__YOUR TASK__. Scan the entries for lines with the word "Chierico", then copy those lines.

Saved entries:
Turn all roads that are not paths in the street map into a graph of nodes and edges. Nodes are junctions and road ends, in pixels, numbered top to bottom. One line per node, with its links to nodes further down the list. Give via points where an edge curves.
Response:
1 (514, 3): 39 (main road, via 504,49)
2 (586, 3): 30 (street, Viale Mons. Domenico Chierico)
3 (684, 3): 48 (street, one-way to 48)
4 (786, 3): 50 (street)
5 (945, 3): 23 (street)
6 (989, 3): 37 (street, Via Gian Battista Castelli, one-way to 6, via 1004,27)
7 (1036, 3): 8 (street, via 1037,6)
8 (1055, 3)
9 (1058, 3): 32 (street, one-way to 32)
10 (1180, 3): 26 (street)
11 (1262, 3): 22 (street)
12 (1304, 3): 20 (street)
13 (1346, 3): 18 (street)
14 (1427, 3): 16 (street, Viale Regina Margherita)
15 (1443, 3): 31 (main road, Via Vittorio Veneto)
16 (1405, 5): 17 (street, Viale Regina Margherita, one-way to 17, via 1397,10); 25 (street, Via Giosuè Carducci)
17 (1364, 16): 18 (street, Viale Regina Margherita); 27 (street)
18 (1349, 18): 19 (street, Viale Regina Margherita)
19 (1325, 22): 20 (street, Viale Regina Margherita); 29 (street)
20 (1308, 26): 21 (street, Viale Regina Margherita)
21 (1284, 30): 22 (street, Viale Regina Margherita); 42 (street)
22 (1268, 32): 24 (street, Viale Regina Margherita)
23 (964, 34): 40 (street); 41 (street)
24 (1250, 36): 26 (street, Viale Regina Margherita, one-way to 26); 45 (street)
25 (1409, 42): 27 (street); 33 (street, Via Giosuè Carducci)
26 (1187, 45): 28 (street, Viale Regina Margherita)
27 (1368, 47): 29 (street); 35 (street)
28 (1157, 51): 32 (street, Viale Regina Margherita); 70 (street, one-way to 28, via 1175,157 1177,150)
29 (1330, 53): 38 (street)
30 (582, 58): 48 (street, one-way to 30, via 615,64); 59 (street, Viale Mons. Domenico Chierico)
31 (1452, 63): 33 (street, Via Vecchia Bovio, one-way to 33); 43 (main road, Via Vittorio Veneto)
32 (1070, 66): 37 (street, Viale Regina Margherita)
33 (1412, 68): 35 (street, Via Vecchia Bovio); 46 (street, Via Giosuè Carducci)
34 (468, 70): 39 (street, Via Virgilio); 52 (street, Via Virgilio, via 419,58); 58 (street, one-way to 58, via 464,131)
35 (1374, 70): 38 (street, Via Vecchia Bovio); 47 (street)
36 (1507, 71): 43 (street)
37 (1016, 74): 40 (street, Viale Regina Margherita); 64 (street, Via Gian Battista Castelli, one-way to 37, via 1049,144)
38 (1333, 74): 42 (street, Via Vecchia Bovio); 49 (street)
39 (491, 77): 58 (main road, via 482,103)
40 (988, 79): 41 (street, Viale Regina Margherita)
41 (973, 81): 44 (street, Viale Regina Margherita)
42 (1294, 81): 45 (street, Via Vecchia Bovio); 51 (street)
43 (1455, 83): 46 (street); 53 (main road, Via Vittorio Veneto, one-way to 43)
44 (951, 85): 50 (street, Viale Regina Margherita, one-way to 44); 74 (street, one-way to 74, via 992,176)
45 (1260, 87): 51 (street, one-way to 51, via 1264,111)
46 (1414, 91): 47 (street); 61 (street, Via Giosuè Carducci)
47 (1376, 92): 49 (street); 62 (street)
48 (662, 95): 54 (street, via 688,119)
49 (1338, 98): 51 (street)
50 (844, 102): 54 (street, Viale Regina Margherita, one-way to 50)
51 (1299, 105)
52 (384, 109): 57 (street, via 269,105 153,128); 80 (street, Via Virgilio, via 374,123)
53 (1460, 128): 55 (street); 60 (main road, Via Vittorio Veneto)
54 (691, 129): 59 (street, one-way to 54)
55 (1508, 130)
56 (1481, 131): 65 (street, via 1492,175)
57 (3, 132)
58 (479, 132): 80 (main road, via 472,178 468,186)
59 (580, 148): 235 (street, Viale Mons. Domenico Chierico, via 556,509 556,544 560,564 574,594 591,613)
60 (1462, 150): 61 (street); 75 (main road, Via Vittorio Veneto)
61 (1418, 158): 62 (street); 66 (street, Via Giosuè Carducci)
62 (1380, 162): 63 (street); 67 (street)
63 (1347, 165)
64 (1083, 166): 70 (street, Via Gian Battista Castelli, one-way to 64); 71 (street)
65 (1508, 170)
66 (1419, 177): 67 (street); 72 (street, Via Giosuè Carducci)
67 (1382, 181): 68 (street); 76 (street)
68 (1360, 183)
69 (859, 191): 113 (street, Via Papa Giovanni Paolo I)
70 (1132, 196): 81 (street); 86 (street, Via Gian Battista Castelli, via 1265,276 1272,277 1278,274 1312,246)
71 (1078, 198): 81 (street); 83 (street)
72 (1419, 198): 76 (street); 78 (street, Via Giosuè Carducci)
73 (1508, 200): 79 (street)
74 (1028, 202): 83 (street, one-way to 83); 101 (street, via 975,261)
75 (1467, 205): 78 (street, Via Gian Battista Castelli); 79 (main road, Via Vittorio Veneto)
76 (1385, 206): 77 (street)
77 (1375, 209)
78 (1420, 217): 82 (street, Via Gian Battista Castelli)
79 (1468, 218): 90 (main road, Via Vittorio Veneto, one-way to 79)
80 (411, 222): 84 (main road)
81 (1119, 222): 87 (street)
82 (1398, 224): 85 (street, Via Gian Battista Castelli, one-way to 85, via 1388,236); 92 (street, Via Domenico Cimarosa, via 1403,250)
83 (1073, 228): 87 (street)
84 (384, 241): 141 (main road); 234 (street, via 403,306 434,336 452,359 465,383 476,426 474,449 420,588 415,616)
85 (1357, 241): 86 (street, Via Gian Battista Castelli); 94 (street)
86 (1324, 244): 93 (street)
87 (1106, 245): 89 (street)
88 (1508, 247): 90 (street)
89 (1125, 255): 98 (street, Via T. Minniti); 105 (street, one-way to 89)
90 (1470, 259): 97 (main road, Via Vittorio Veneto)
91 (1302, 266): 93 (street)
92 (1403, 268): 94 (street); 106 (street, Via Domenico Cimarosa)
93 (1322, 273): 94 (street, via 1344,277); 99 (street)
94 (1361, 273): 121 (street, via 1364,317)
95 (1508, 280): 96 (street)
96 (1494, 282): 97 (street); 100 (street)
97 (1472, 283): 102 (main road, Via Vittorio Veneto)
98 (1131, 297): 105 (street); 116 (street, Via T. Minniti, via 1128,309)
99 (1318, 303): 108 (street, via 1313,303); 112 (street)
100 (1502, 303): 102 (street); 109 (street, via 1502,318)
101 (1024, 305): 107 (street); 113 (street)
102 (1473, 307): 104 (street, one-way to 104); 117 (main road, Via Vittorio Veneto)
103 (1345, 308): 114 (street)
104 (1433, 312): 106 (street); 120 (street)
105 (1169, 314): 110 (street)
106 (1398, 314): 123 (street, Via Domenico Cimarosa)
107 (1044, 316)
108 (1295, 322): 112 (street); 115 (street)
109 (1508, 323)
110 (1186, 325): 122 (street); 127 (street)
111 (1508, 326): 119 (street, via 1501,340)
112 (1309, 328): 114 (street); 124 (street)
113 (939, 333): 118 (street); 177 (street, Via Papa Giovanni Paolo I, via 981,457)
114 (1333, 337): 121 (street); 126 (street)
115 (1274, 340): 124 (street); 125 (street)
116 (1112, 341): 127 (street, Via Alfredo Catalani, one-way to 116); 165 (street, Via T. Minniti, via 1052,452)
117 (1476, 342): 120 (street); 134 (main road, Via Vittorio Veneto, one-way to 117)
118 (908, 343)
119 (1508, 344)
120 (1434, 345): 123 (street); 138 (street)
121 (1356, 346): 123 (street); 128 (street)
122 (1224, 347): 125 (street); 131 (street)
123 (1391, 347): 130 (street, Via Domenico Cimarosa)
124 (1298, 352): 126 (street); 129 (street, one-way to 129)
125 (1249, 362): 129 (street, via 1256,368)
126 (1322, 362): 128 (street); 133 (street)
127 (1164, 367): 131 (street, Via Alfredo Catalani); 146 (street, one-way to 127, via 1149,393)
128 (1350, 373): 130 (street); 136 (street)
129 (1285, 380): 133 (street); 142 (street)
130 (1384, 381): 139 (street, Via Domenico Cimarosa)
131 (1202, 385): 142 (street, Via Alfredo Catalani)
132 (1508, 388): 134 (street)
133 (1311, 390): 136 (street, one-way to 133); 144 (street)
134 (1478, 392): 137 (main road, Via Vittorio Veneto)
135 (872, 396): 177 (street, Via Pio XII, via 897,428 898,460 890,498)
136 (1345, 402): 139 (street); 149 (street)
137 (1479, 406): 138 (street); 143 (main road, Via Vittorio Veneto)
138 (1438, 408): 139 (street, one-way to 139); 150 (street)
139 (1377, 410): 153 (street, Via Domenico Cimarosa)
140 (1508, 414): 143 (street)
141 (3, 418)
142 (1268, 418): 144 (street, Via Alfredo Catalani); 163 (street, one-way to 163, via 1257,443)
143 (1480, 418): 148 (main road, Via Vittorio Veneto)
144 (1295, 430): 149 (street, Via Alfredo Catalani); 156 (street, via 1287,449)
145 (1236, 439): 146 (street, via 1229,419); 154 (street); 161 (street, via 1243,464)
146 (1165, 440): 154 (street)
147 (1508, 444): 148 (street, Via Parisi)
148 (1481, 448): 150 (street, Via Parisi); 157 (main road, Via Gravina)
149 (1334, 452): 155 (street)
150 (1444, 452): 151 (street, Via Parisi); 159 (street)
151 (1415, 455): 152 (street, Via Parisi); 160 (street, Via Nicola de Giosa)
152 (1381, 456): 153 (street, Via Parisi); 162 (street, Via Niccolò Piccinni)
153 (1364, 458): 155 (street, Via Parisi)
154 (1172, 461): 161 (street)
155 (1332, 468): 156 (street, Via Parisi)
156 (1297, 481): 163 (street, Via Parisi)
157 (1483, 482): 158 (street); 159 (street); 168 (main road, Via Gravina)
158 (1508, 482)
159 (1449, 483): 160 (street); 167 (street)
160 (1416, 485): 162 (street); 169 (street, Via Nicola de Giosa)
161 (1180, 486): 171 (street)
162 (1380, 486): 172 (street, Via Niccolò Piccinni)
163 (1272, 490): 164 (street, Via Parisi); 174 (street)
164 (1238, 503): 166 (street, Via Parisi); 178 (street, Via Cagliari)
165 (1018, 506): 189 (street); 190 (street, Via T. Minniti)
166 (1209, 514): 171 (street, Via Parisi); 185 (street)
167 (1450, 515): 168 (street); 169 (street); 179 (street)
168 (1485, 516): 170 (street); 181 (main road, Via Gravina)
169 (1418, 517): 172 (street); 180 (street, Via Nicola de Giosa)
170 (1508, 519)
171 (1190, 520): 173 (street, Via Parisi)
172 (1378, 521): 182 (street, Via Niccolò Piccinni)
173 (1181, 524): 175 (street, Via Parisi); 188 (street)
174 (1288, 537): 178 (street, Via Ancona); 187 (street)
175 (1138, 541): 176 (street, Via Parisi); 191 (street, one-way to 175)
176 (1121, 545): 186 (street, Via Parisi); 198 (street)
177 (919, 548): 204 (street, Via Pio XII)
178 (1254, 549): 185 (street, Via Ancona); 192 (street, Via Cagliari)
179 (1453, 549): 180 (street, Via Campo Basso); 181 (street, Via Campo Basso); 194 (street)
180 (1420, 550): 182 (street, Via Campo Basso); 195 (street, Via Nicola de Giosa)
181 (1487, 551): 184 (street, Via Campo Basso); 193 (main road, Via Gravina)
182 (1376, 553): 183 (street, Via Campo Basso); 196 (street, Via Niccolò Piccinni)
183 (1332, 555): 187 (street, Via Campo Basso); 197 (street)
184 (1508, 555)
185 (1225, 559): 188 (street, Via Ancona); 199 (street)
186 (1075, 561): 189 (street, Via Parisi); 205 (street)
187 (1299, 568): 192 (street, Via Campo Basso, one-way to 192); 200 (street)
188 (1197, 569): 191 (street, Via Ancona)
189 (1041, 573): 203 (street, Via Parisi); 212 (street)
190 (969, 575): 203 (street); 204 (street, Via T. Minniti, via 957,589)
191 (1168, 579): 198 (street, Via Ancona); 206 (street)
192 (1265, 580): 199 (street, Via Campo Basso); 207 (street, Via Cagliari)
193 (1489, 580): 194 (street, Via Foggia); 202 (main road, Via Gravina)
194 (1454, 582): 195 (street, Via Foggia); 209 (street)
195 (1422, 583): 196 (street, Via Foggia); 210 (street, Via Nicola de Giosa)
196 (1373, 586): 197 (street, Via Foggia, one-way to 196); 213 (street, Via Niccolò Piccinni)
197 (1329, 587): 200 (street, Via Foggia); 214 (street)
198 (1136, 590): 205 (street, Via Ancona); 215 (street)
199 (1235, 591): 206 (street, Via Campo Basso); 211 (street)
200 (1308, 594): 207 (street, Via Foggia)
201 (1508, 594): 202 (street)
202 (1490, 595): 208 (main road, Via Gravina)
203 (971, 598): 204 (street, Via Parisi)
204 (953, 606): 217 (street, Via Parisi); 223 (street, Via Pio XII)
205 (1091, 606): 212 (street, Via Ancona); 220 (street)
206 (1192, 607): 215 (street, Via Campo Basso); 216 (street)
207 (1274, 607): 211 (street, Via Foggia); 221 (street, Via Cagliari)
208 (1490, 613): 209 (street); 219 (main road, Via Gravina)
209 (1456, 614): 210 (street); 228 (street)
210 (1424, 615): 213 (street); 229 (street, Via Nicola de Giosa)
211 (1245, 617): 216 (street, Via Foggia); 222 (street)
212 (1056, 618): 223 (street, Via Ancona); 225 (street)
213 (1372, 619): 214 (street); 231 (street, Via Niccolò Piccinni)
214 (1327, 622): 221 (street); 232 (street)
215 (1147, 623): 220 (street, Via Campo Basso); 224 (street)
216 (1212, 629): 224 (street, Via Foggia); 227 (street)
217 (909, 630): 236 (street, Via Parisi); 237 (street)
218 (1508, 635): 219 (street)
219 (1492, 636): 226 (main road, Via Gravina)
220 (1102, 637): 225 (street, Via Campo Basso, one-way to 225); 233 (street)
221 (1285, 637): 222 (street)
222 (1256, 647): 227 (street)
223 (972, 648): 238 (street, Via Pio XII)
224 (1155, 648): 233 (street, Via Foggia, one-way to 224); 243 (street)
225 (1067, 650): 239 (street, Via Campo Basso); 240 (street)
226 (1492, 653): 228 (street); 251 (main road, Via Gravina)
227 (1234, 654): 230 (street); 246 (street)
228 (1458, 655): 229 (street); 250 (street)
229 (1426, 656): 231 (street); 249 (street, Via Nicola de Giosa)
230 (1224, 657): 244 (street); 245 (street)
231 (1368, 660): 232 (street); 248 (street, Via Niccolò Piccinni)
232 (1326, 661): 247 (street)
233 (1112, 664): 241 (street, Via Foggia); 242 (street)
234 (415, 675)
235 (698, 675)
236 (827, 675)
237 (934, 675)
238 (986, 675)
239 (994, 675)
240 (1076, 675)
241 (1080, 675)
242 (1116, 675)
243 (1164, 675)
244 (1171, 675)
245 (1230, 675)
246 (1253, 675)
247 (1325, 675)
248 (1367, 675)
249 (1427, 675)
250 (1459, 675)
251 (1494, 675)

__ANSWER TO THE PROBLEM__.
2 (586, 3): 30 (street, Viale Mons. Domenico Chierico)
30 (582, 58): 48 (street, one-way to 30, via 615,64); 59 (street, Viale Mons. Domenico Chierico)
59 (580, 148): 235 (street, Viale Mons. Domenico Chierico, via 556,509 556,544 560,564 574,594 591,613)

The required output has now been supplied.